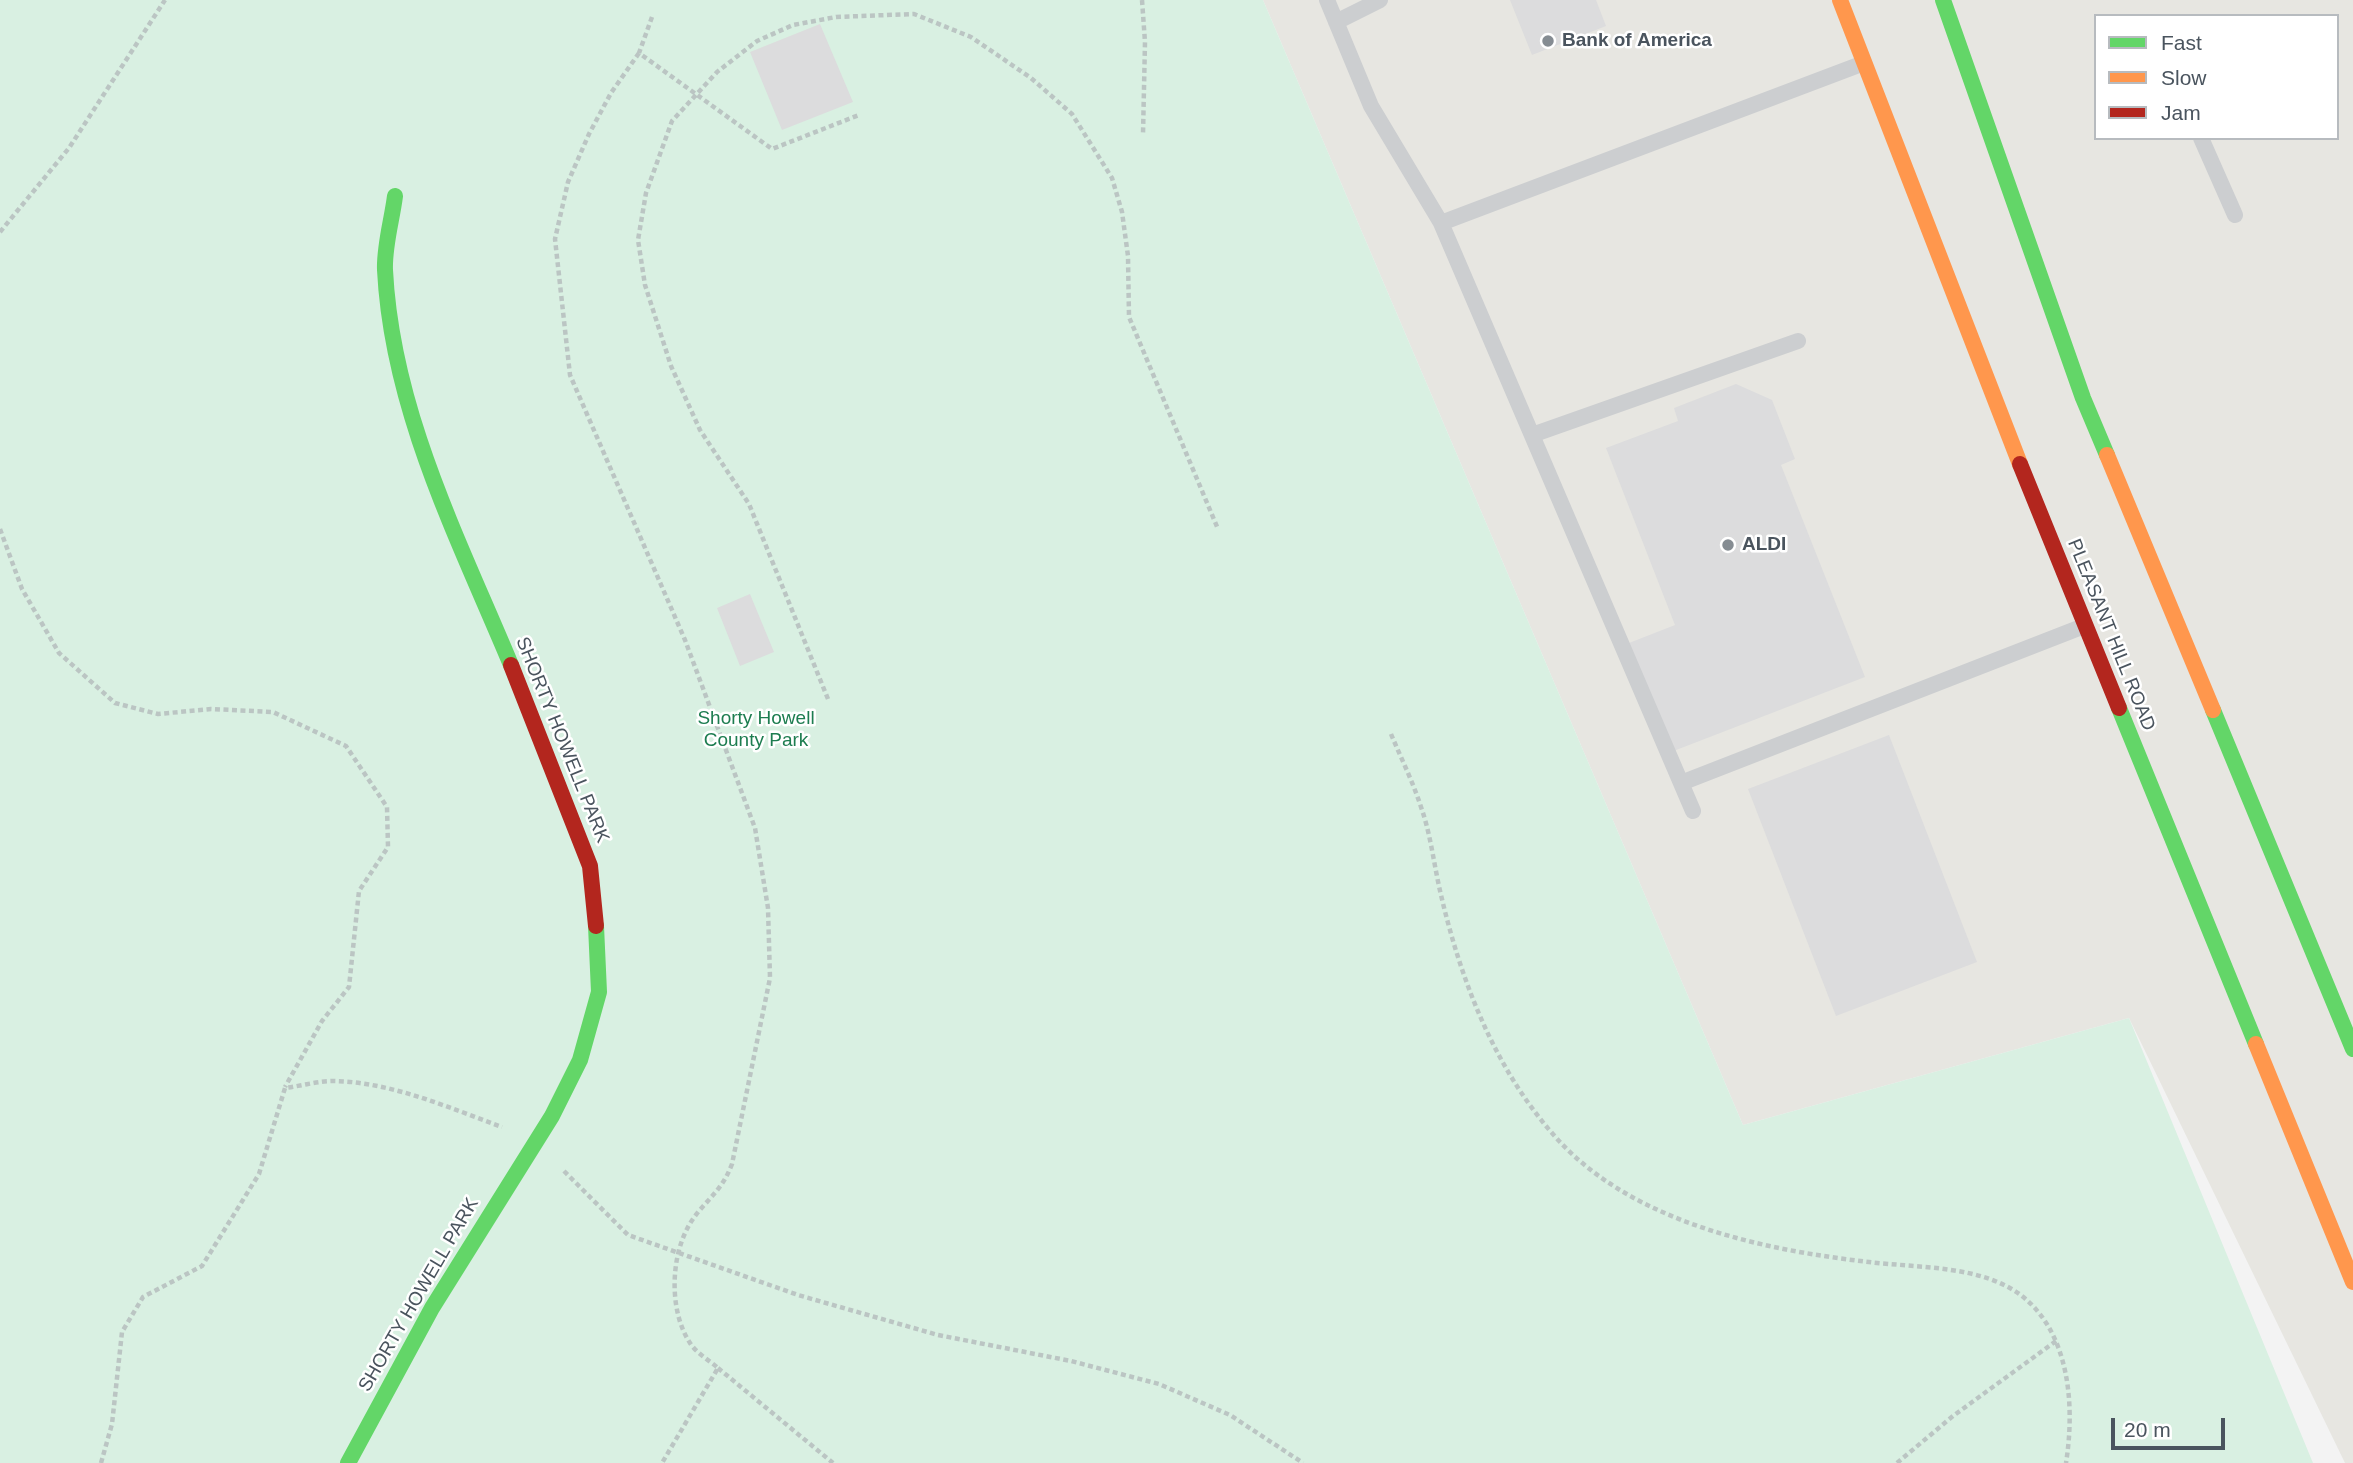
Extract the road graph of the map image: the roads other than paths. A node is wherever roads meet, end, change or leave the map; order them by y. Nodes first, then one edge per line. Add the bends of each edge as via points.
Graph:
1 (1326, 0) edge
2 (1380, 0) edge
3 (1840, 0) edge
4 (1943, 0) edge
5 (1336, 22) junction
6 (1864, 63) junction
7 (2202, 140) edge
8 (395, 196) dead end
9 (2235, 215) dead end
10 (1441, 223) junction
11 (1798, 341) dead end
12 (1532, 435) junction
13 (2084, 625) junction
14 (1681, 783) junction
15 (1693, 811) dead end
16 (2353, 1049) edge
17 (2353, 1282) edge
18 (348, 1463) edge

1 - 5 lane
2 - 5 lane
3 - 6 main road, PLEASANT HILL ROAD
4 - 16 main road via 2083,398
5 - 10 lane via 1371,106
6 - 10 lane
6 - 13 main road, PLEASANT HILL ROAD
7 - 9 lane
8 - 18 main road, SHORTY HOWELL PARK via 385,267 393,347 425,458 590,866 599,992 580,1060 552,1116 432,1308
10 - 12 lane
11 - 12 lane
12 - 14 lane
13 - 14 lane
13 - 17 main road, PLEASANT HILL ROAD
14 - 15 lane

* * * * * * * * *

◆ WORK TO COMPLETE ◆
Copy out each record shown above without alteration, skipping any picture.

◆ WRITTEN ANSWER ◆
Extract the road graph of the map image: the roads other than paths. A node is wherever roads meet, end, change or leave the map; order them by y. Nodes first, then one edge per line. Add the bends of each edge as via points.
Graph:
1 (1326, 0) edge
2 (1380, 0) edge
3 (1840, 0) edge
4 (1943, 0) edge
5 (1336, 22) junction
6 (1864, 63) junction
7 (2202, 140) edge
8 (395, 196) dead end
9 (2235, 215) dead end
10 (1441, 223) junction
11 (1798, 341) dead end
12 (1532, 435) junction
13 (2084, 625) junction
14 (1681, 783) junction
15 (1693, 811) dead end
16 (2353, 1049) edge
17 (2353, 1282) edge
18 (348, 1463) edge

1 - 5 lane
2 - 5 lane
3 - 6 main road, PLEASANT HILL ROAD
4 - 16 main road via 2083,398
5 - 10 lane via 1371,106
6 - 10 lane
6 - 13 main road, PLEASANT HILL ROAD
7 - 9 lane
8 - 18 main road, SHORTY HOWELL PARK via 385,267 393,347 425,458 590,866 599,992 580,1060 552,1116 432,1308
10 - 12 lane
11 - 12 lane
12 - 14 lane
13 - 14 lane
13 - 17 main road, PLEASANT HILL ROAD
14 - 15 lane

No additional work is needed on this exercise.